_INSTRUCTIONS FOR THE TASK:_
Before printing, remove every picture; then print the lines below exactly, from the first line through the line containing "0 #633d44) drop-shadow(-2px".

Records contained in a dataset
━━━━━━━━━━━━━━━━

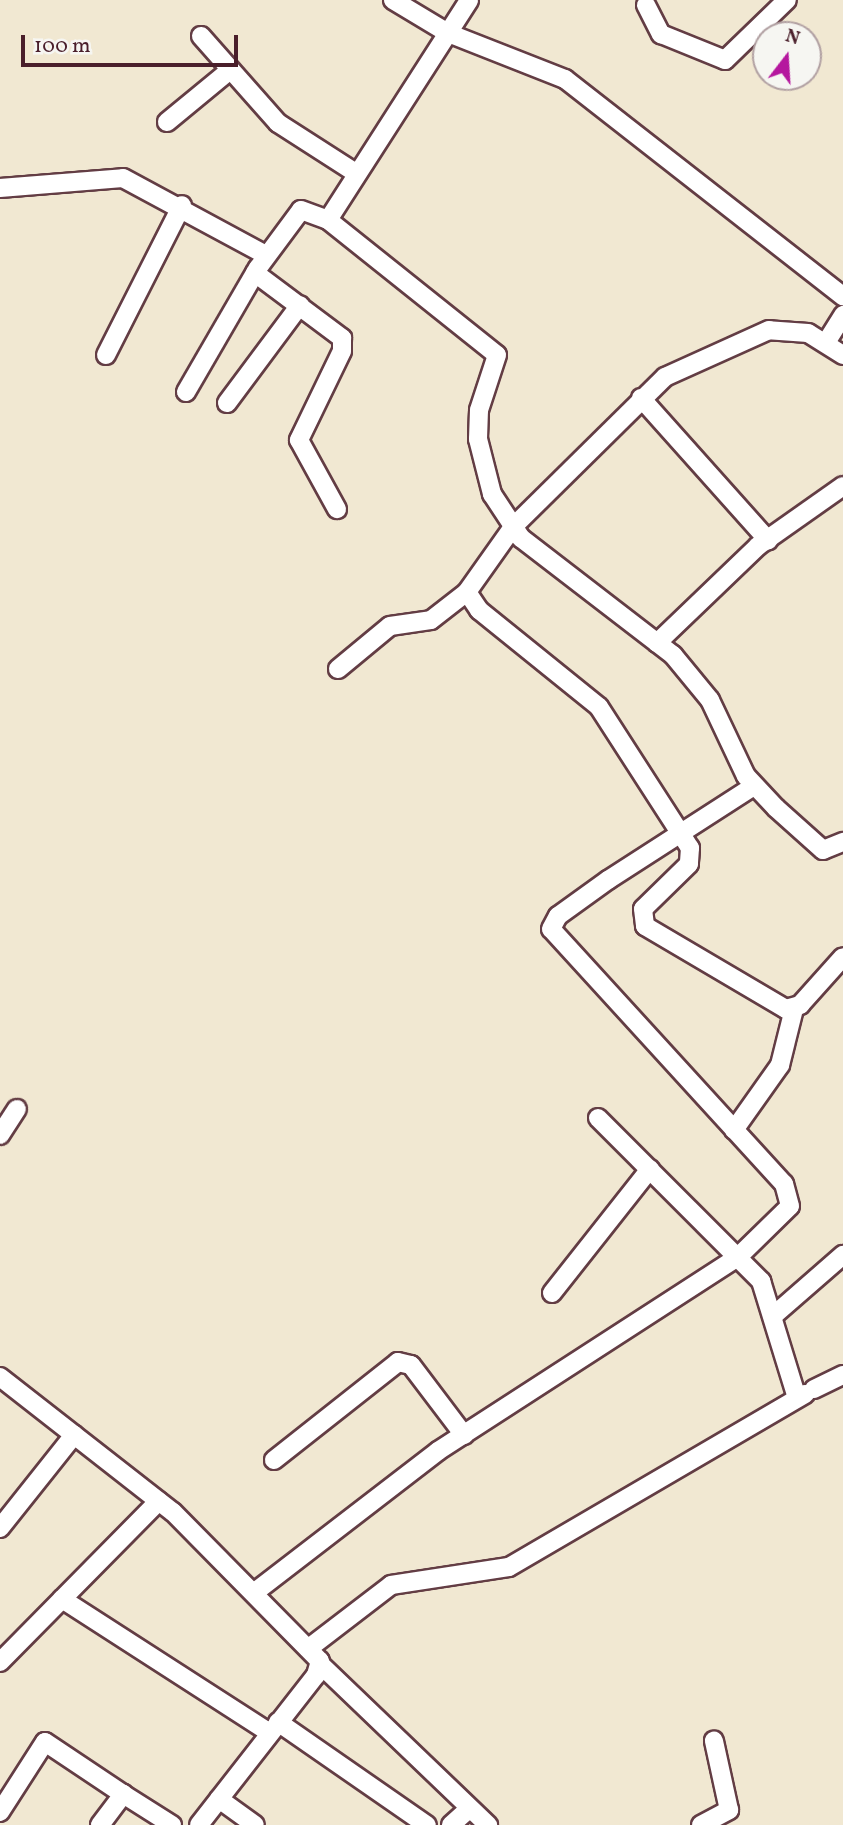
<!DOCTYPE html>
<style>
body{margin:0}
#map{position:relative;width:843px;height:1825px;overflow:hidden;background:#f1e8d2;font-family:Vollkorn,serif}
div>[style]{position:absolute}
.roads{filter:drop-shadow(2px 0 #633d44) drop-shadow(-2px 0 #633d44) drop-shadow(0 2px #633d44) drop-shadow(0 -2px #633d44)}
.minor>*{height:18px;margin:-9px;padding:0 9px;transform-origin:9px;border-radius:9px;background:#fff}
span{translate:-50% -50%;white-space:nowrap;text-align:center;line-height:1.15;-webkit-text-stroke:6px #f6f6f2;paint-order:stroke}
.north{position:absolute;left:752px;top:21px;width:70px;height:70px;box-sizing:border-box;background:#f6f6f2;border:2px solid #b1a0a2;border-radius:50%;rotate:17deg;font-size:19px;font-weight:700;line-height:28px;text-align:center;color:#4a1f2b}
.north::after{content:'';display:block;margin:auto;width:24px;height:32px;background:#b5179e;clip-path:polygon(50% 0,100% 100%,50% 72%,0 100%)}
.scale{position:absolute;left:21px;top:35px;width:217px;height:32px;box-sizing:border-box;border:4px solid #4a1f2b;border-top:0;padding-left:9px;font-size:21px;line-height:24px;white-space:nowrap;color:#4a1f2b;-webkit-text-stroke:5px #f6f6f2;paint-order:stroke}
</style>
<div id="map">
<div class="roads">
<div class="minor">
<div style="left:393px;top:0;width:64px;rotate:31deg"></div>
<div style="left:448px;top:33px;width:126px;rotate:21.5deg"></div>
<div style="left:565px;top:79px;width:353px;rotate:38deg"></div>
<div style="left:646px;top:5px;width:33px;rotate:63deg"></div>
<div style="left:661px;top:34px;width:69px;rotate:22.1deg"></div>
<div style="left:725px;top:60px;width:86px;rotate:-44.1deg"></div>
<div style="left:201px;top:36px;width:116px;rotate:48.5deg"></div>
<div style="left:278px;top:123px;width:93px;rotate:32.7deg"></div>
<div style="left:167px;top:122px;width:82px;rotate:-39.5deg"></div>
<div style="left:0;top:188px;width:123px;rotate:-4.6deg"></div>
<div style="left:123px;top:178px;width:162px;rotate:28.3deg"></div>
<div style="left:328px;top:220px;width:261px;rotate:-57.3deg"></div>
<div style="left:255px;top:273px;width:109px;rotate:36.8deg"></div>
<div style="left:342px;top:338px;width:13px;rotate:90deg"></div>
<div style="left:342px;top:351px;width:99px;rotate:115.8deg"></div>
<div style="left:299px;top:440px;width:79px;rotate:61.2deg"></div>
<div style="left:827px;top:341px;width:31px;rotate:-58deg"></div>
<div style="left:106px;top:355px;width:168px;rotate:-63.1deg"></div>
<div style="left:843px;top:355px;width:41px;rotate:-147.8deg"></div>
<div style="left:808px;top:333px;width:39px;rotate:-176deg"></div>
<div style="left:769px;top:330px;width:114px;rotate:155.7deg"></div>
<div style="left:665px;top:377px;width:214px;rotate:135.4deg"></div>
<div style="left:513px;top:527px;width:80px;rotate:125.3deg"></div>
<div style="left:467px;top:592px;width:22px;rotate:56deg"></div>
<div style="left:479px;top:610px;width:154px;rotate:38.9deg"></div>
<div style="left:599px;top:707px;width:168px;rotate:57.2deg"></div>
<div style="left:690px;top:848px;width:16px;rotate:94deg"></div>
<div style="left:689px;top:864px;width:64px;rotate:135.6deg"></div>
<div style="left:643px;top:909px;width:17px;rotate:83deg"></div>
<div style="left:645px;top:926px;width:164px;rotate:30.5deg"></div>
<div style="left:786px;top:1009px;width:15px;rotate:-16deg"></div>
<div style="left:800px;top:1005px;width:64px;rotate:-48.1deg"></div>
<div style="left:186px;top:392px;width:143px;rotate:-59.9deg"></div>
<div style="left:258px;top:268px;width:72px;rotate:-53.4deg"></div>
<div style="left:301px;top:210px;width:29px;rotate:20deg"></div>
<div style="left:328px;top:220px;width:216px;rotate:38.6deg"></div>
<div style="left:497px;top:355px;width:58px;rotate:108.1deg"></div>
<div style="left:479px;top:410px;width:29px;rotate:92deg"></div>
<div style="left:478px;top:439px;width:57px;rotate:75.7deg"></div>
<div style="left:492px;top:494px;width:53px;rotate:56.6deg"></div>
<div style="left:521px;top:538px;width:192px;rotate:37.6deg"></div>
<div style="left:673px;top:655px;width:58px;rotate:50.6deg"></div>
<div style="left:710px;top:700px;width:84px;rotate:64.7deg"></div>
<div style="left:746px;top:776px;width:44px;rotate:46.8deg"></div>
<div style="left:776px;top:808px;width:63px;rotate:41.8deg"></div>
<div style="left:823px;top:850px;width:22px;rotate:-22deg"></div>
<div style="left:641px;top:398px;width:191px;rotate:48.2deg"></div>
<div style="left:227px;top:403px;width:122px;rotate:-53.3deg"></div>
<div style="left:657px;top:643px;width:140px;rotate:-43.8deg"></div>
<div style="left:758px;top:546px;width:104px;rotate:-35.2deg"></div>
<div style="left:338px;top:669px;width:67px;rotate:-39.6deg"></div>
<div style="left:390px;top:626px;width:41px;rotate:-8.3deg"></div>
<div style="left:431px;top:620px;width:46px;rotate:-37.9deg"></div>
<div style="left:598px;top:1118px;width:231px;rotate:45deg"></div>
<div style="left:761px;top:1281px;width:122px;rotate:72.9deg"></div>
<div style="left:734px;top:1130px;width:80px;rotate:-54.7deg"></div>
<div style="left:780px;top:1065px;width:58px;rotate:-76deg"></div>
<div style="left:0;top:1135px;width:31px;rotate:-57deg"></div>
<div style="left:552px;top:1293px;width:158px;rotate:-51.7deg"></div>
<div style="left:773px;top:1316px;width:93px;rotate:-41.1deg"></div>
<div style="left:0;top:1377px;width:219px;rotate:38deg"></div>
<div style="left:173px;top:1512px;width:209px;rotate:45.4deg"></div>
<div style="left:320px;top:1661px;width:15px;rotate:106deg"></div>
<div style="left:316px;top:1675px;width:190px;rotate:128deg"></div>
<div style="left:814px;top:1389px;width:32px;rotate:-26deg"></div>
<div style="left:274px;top:1460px;width:158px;rotate:-38.3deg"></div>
<div style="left:398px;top:1362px;width:13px;rotate:13deg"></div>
<div style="left:411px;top:1365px;width:88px;rotate:52.9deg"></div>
<div style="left:0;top:1528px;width:119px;rotate:-51.5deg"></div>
<div style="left:255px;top:1592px;width:231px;rotate:-37.6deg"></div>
<div style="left:438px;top:1451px;width:359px;rotate:-32.9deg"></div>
<div style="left:739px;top:1256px;width:71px;rotate:-44.4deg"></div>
<div style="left:790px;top:1206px;width:23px;rotate:-105deg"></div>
<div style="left:784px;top:1184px;width:345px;rotate:-132.4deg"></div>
<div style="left:551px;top:929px;width:15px;rotate:-62deg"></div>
<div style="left:558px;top:916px;width:62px;rotate:-35.8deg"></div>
<div style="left:608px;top:880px;width:174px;rotate:-32.8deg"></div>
<div style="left:62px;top:1599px;width:247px;rotate:32.8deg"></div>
<div style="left:309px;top:1648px;width:103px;rotate:-37.5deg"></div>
<div style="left:391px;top:1585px;width:119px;rotate:-8.7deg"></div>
<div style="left:509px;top:1567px;width:343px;rotate:-30.3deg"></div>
<div style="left:0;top:1662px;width:226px;rotate:-45.4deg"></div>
<div style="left:320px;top:1664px;width:233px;rotate:43.8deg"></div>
<div style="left:278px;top:1722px;width:181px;rotate:34.7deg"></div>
<div style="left:219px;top:1799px;width:44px;rotate:35.8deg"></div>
<div style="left:0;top:1812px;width:83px;rotate:-57.3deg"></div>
<div style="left:45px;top:1742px;width:94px;rotate:33.7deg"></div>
<div style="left:100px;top:1825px;width:39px;rotate:-53deg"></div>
<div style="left:123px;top:1794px;width:58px;rotate:32.3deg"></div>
<div style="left:451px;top:1825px;width:24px;rotate:-42deg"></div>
<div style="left:701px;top:1825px;width:32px;rotate:-28deg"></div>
<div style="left:729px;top:1810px;width:71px;rotate:-102.3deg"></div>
</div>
</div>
<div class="north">N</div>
<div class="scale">100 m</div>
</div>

━━━━━━━━━━━━━━━━

_SOLUTION TO THIS TASK:_
<!DOCTYPE html>
<style>
body{margin:0}
#map{position:relative;width:843px;height:1825px;overflow:hidden;background:#f1e8d2;font-family:Vollkorn,serif}
div>[style]{position:absolute}
.roads{filter:drop-shadow(2px 0 #633d44) drop-shadow(-2px 0 #633d44) drop-shadow(0 2px #633d44) drop-shadow(0 -2px #633d44)}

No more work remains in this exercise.